About this exercise> How many lines of the listing below contain "Маршала"? State the number alone.

Provided records>

***

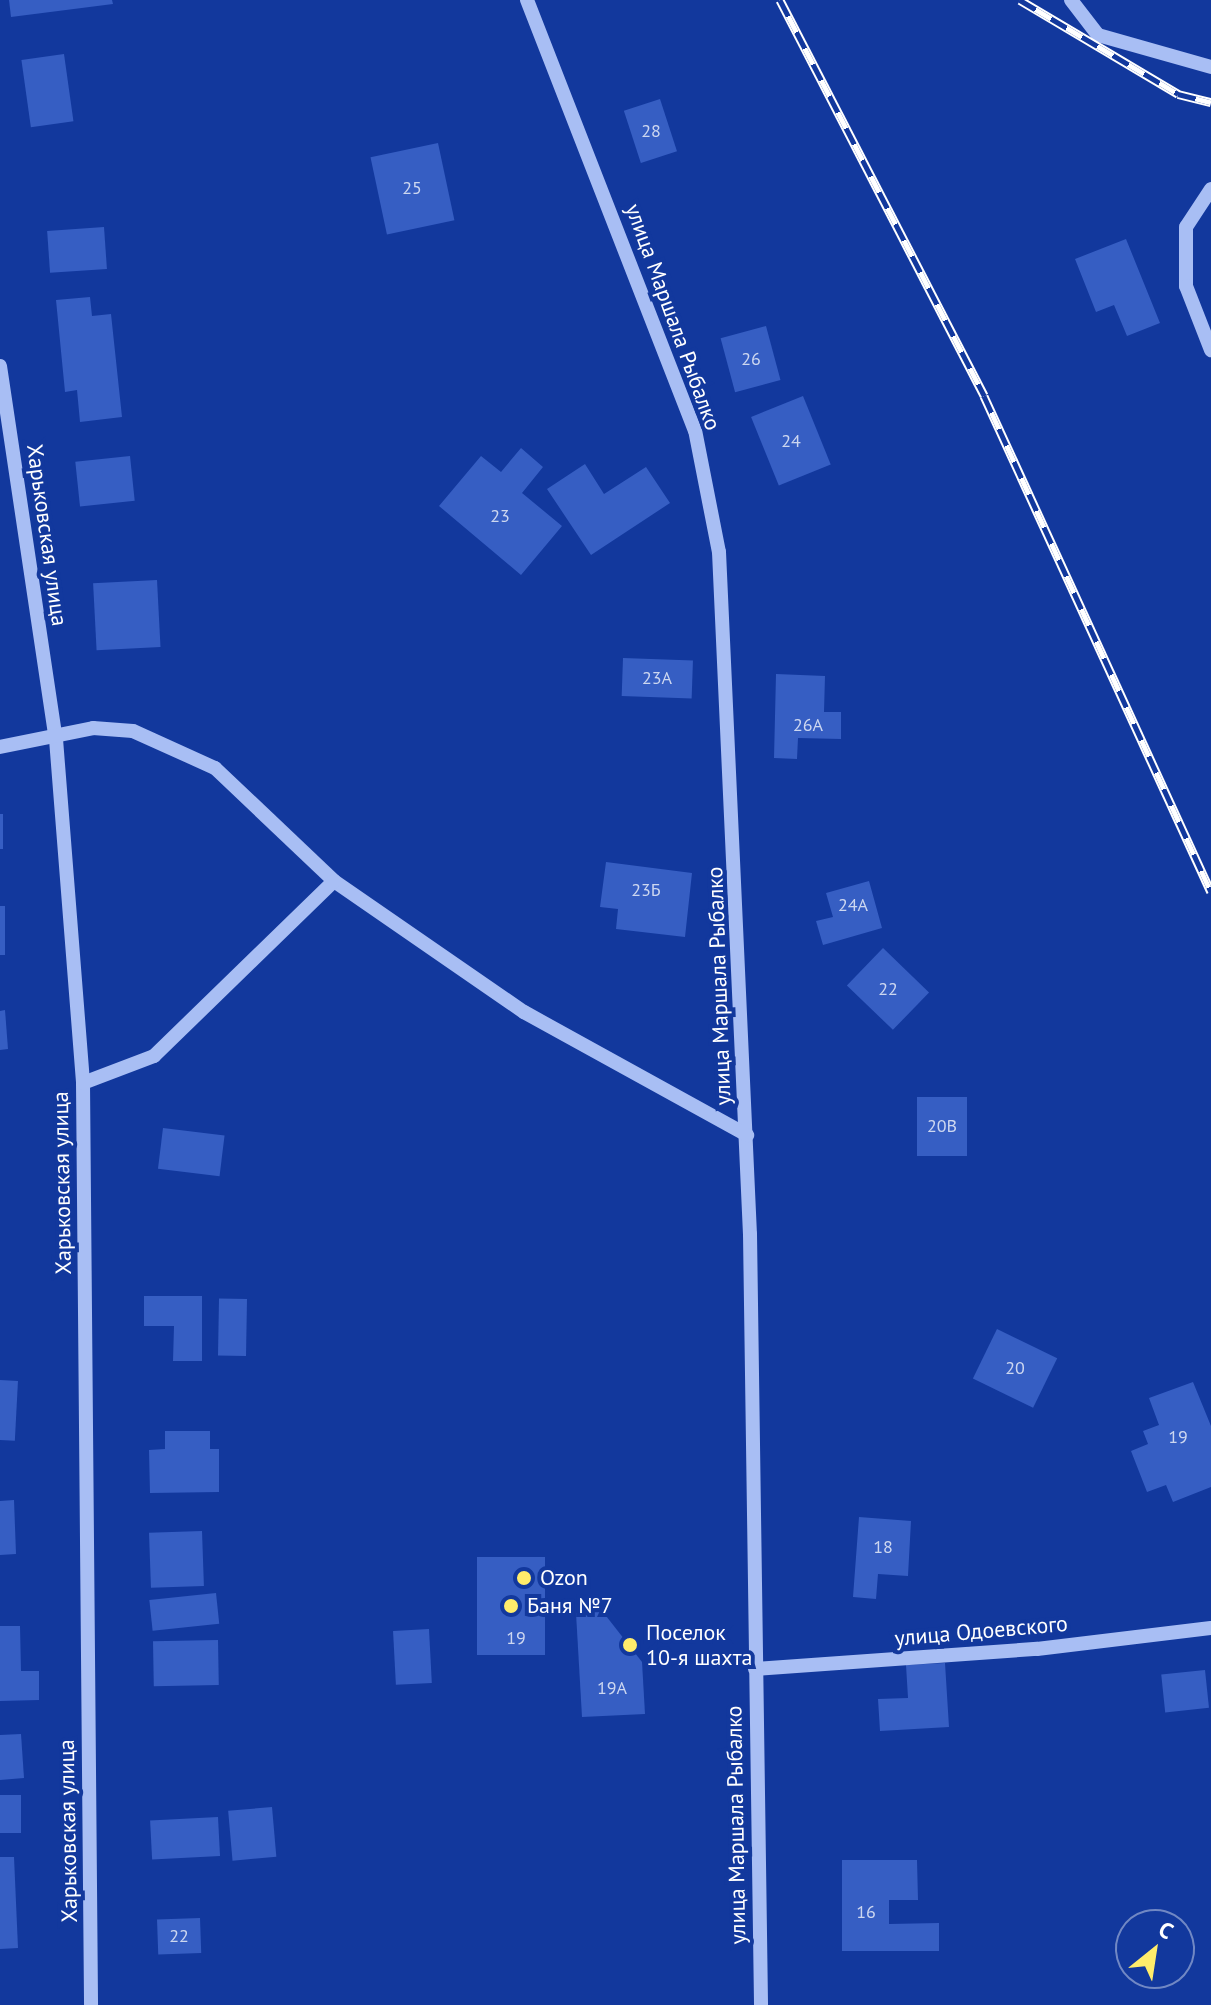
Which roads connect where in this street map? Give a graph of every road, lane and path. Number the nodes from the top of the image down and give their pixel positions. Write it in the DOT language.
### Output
graph roads {
  1 [pos="527,0"];
  2 [pos="1071,0"];
  3 [pos="1211,67"];
  4 [pos="1211,189"];
  5 [pos="1211,350"];
  6 [pos="0,366"];
  7 [pos="56,739"];
  8 [pos="0,747"];
  9 [pos="334,881"];
  10 [pos="83,1083"];
  11 [pos="747,1135"];
  12 [pos="1211,1628"];
  13 [pos="755,1669"];
  14 [pos="91,2005"];
  15 [pos="761,2005"];
  1 -- 11 [label="street, улица Маршала Рыбалко"];
  2 -- 3 [label="street"];
  4 -- 5 [label="street"];
  6 -- 7 [label="street, Харьковская улица"];
  7 -- 8 [label="street"];
  7 -- 9 [label="street"];
  7 -- 10 [label="street, Харьковская улица"];
  9 -- 10 [label="street"];
  9 -- 11 [label="street"];
  10 -- 14 [label="street, Харьковская улица"];
  11 -- 13 [label="street, улица Маршала Рыбалко"];
  12 -- 13 [label="street, улица Одоевского"];
  13 -- 15 [label="street, улица Маршала Рыбалко"];
}
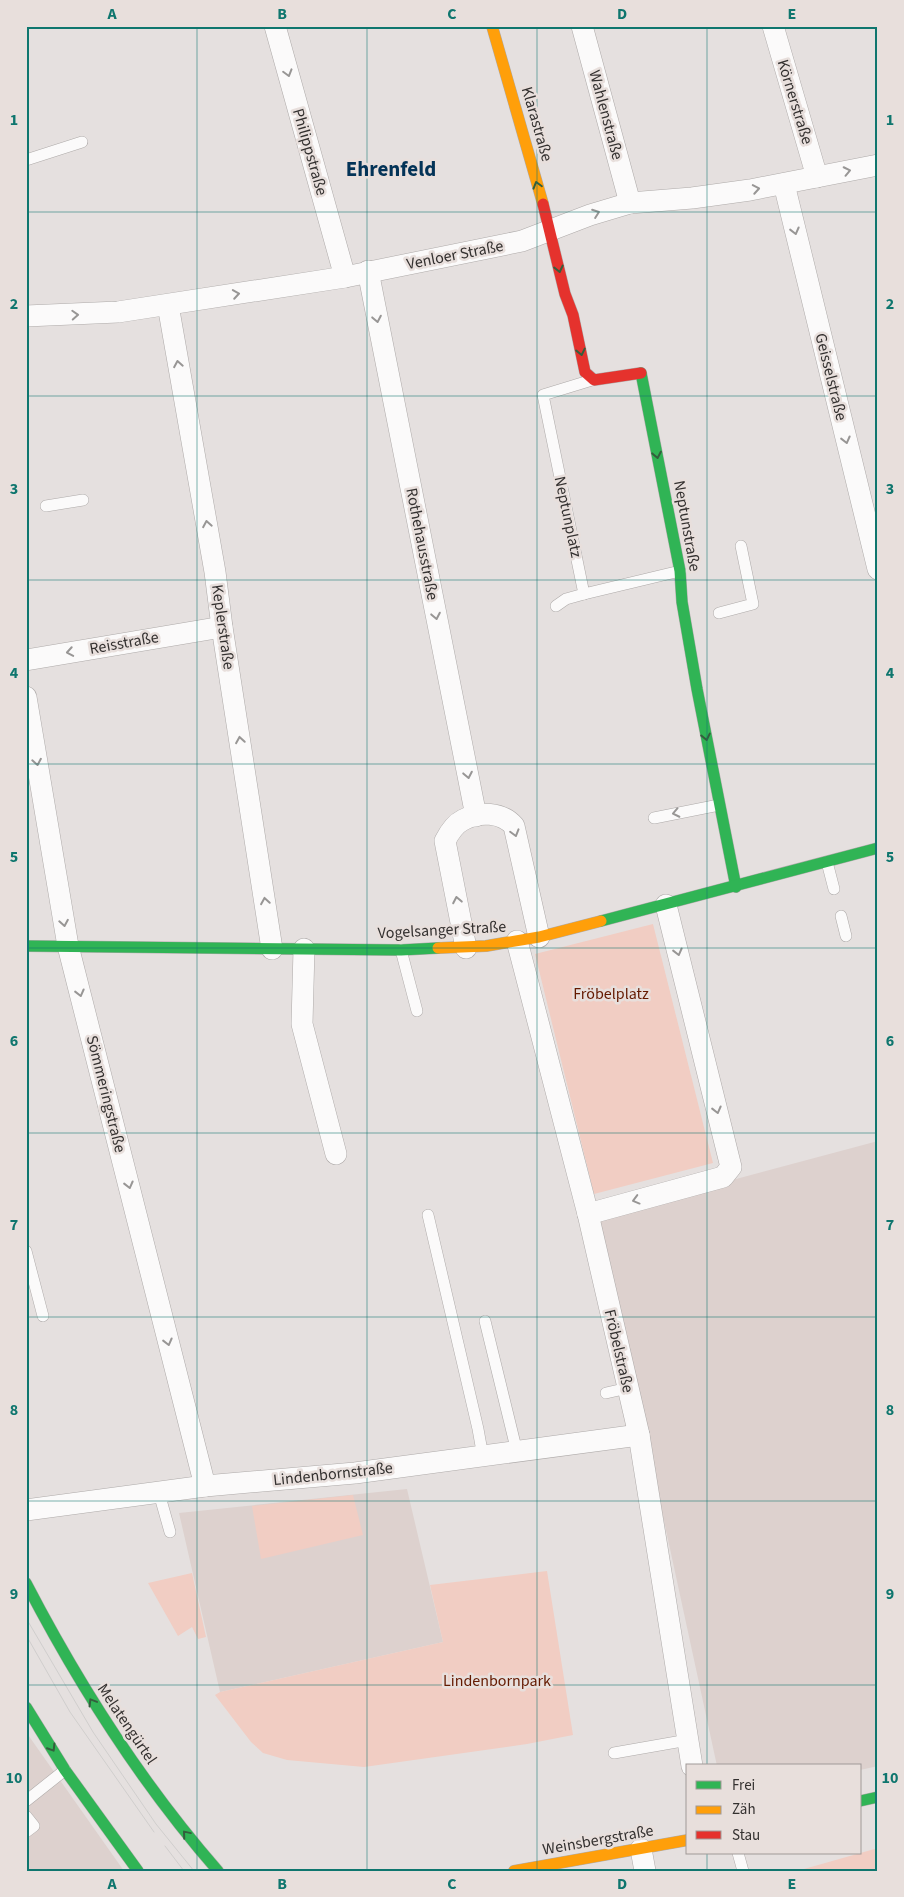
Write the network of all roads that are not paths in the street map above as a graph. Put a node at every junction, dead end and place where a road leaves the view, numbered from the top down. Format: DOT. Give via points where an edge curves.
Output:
graph roads {
  1 [pos="274,26"];
  2 [pos="492,26"];
  3 [pos="582,26"];
  4 [pos="773,26"];
  5 [pos="82,142"];
  6 [pos="26,160"];
  7 [pos="878,165"];
  8 [pos="817,177"];
  9 [pos="784,184"];
  10 [pos="630,203"];
  11 [pos="551,231"];
  12 [pos="368,272"];
  13 [pos="346,277"];
  14 [pos="168,305"];
  15 [pos="568,306"];
  16 [pos="26,316"];
  17 [pos="574,374"];
  18 [pos="594,380"];
  19 [pos="83,500"];
  20 [pos="46,506"];
  21 [pos="741,546"];
  22 [pos="878,569"];
  23 [pos="680,571"];
  24 [pos="584,594"];
  25 [pos="556,606"];
  26 [pos="720,613"];
  27 [pos="222,627"];
  28 [pos="26,660"];
  29 [pos="26,697"];
  30 [pos="719,805"];
  31 [pos="476,816"];
  32 [pos="654,818"];
  33 [pos="878,848"];
  34 [pos="827,862"];
  35 [pos="736,887"];
  36 [pos="834,889"];
  37 [pos="666,905"];
  38 [pos="841,916"];
  39 [pos="846,936"];
  40 [pos="540,937"];
  41 [pos="517,941"];
  42 [pos="26,946"];
  43 [pos="68,946"];
  44 [pos="466,948"];
  45 [pos="272,949"];
  46 [pos="304,949"];
  47 [pos="401,950"];
  48 [pos="417,1011"];
  49 [pos="336,1154"];
  50 [pos="588,1214"];
  51 [pos="428,1215"];
  52 [pos="26,1251"];
  53 [pos="42,1316"];
  54 [pos="484,1321"];
  55 [pos="628,1388"];
  56 [pos="606,1393"];
  57 [pos="639,1436"];
  58 [pos="517,1452"];
  59 [pos="483,1457"];
  60 [pos="205,1486"];
  61 [pos="159,1493"];
  62 [pos="26,1510"];
  63 [pos="170,1532"];
  64 [pos="26,1583"];
  65 [pos="26,1707"];
  66 [pos="688,1740"];
  67 [pos="614,1753"];
  68 [pos="692,1764"];
  69 [pos="65,1770"];
  70 [pos="878,1797"];
  71 [pos="26,1801"];
  72 [pos="862,1801"];
  73 [pos="26,1816"];
  74 [pos="26,1832"];
  75 [pos="686,1840"];
  76 [pos="641,1849"];
  77 [pos="738,1854"];
  78 [pos="138,1871"];
  79 [pos="218,1871"];
  80 [pos="514,1871"];
  81 [pos="645,1871"];
  82 [pos="742,1871"];
  1 -- 13 [label="street, Philippstraße, one-way"];
  11 -- 2 [label="street, Klarastraße, one-way"];
  3 -- 10 [label="street, Wahlenstraße"];
  4 -- 8 [label="street, Körnerstraße"];
  5 -- 6 [label="lane"];
  8 -- 7 [label="street, Venloer Straße, one-way"];
  8 -- 9 [label="street, Venloer Straße"];
  10 -- 9 [label="street, Venloer Straße, one-way" via="692,198"];
  9 -- 22 [label="street, Geisselstraße, one-way"];
  11 -- 10 [label="street, Venloer Straße, one-way"];
  11 -- 12 [label="street, Venloer Straße" via="484,250"];
  11 -- 15 [label="street, one-way"];
  12 -- 13 [label="street, Venloer Straße"];
  12 -- 31 [label="street, Rothehausstraße, one-way"];
  14 -- 13 [label="street, Venloer Straße, one-way"];
  16 -- 14 [label="street, Venloer Straße, one-way" via="118,312"];
  27 -- 14 [label="street, Keplerstraße, one-way"];
  15 -- 17 [label="lane" via="563,322"];
  15 -- 18 [label="street, one-way" via="573,315 585,372"];
  18 -- 23 [label="street, Neptunstraße, one-way" via="641,373"];
  18 -- 24 [label="lane, Neptunplatz" via="543,395"];
  19 -- 20 [label="lane"];
  21 -- 26 [label="lane" via="753,604"];
  23 -- 24 [label="lane"];
  23 -- 30 [label="street, Neptunstraße, one-way" via="697,689"];
  24 -- 25 [label="lane"];
  27 -- 28 [label="street, Reisstraße, one-way"];
  45 -- 27 [label="street, Keplerstraße, one-way"];
  29 -- 43 [label="street, Sömmeringstraße, one-way"];
  30 -- 32 [label="lane, one-way"];
  30 -- 35 [label="street, Neptunstraße"];
  31 -- 40 [label="street, one-way" via="503,816 514,826"];
  44 -- 31 [label="street, one-way" via="445,841 450,831 463,820"];
  33 -- 34 [label="street, Vogelsanger Straße"];
  34 -- 35 [label="street, Vogelsanger Straße"];
  34 -- 36 [label="lane"];
  35 -- 37 [label="street, Vogelsanger Straße"];
  37 -- 40 [label="street, Vogelsanger Straße"];
  37 -- 50 [label="street, one-way" via="731,1168 723,1177"];
  38 -- 39 [label="lane"];
  40 -- 41 [label="street, Vogelsanger Straße"];
  41 -- 44 [label="street, Vogelsanger Straße"];
  41 -- 50 [label="street, Fröbelstraße"];
  42 -- 43 [label="street, Vogelsanger Straße"];
  43 -- 45 [label="street, Vogelsanger Straße"];
  43 -- 60 [label="street, Sömmeringstraße, one-way"];
  44 -- 47 [label="street, Vogelsanger Straße"];
  45 -- 46 [label="street, Vogelsanger Straße"];
  46 -- 47 [label="street, Vogelsanger Straße"];
  46 -- 49 [label="street" via="302,1024"];
  47 -- 48 [label="lane"];
  50 -- 55 [label="street, Fröbelstraße"];
  51 -- 59 [label="lane"];
  52 -- 53 [label="lane"];
  54 -- 58 [label="lane"];
  55 -- 56 [label="lane"];
  55 -- 57 [label="street, Fröbelstraße"];
  57 -- 58 [label="street, Lindenbornstraße"];
  57 -- 66 [label="street, Fröbelstraße"];
  58 -- 59 [label="street, Lindenbornstraße"];
  59 -- 60 [label="street, Lindenbornstraße" via="355,1473"];
  60 -- 61 [label="street, Lindenbornstraße"];
  61 -- 62 [label="street, Lindenbornstraße"];
  61 -- 63 [label="lane"];
  79 -- 64 [label="street, Melatengürtel, one-way" via="164,1806 95,1708"];
  65 -- 69 [label="street, one-way"];
  66 -- 67 [label="lane"];
  66 -- 68 [label="street, Fröbelstraße"];
  69 -- 71 [label="lane"];
  69 -- 78 [label="street"];
  70 -- 72 [label="street"];
  73 -- 74 [label="lane" via="34,1826"];
  75 -- 76 [label="street, Weinsbergstraße"];
  76 -- 80 [label="street, Weinsbergstraße"];
  76 -- 81 [label="street"];
  77 -- 82 [label="lane"];
}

***

Task response> 3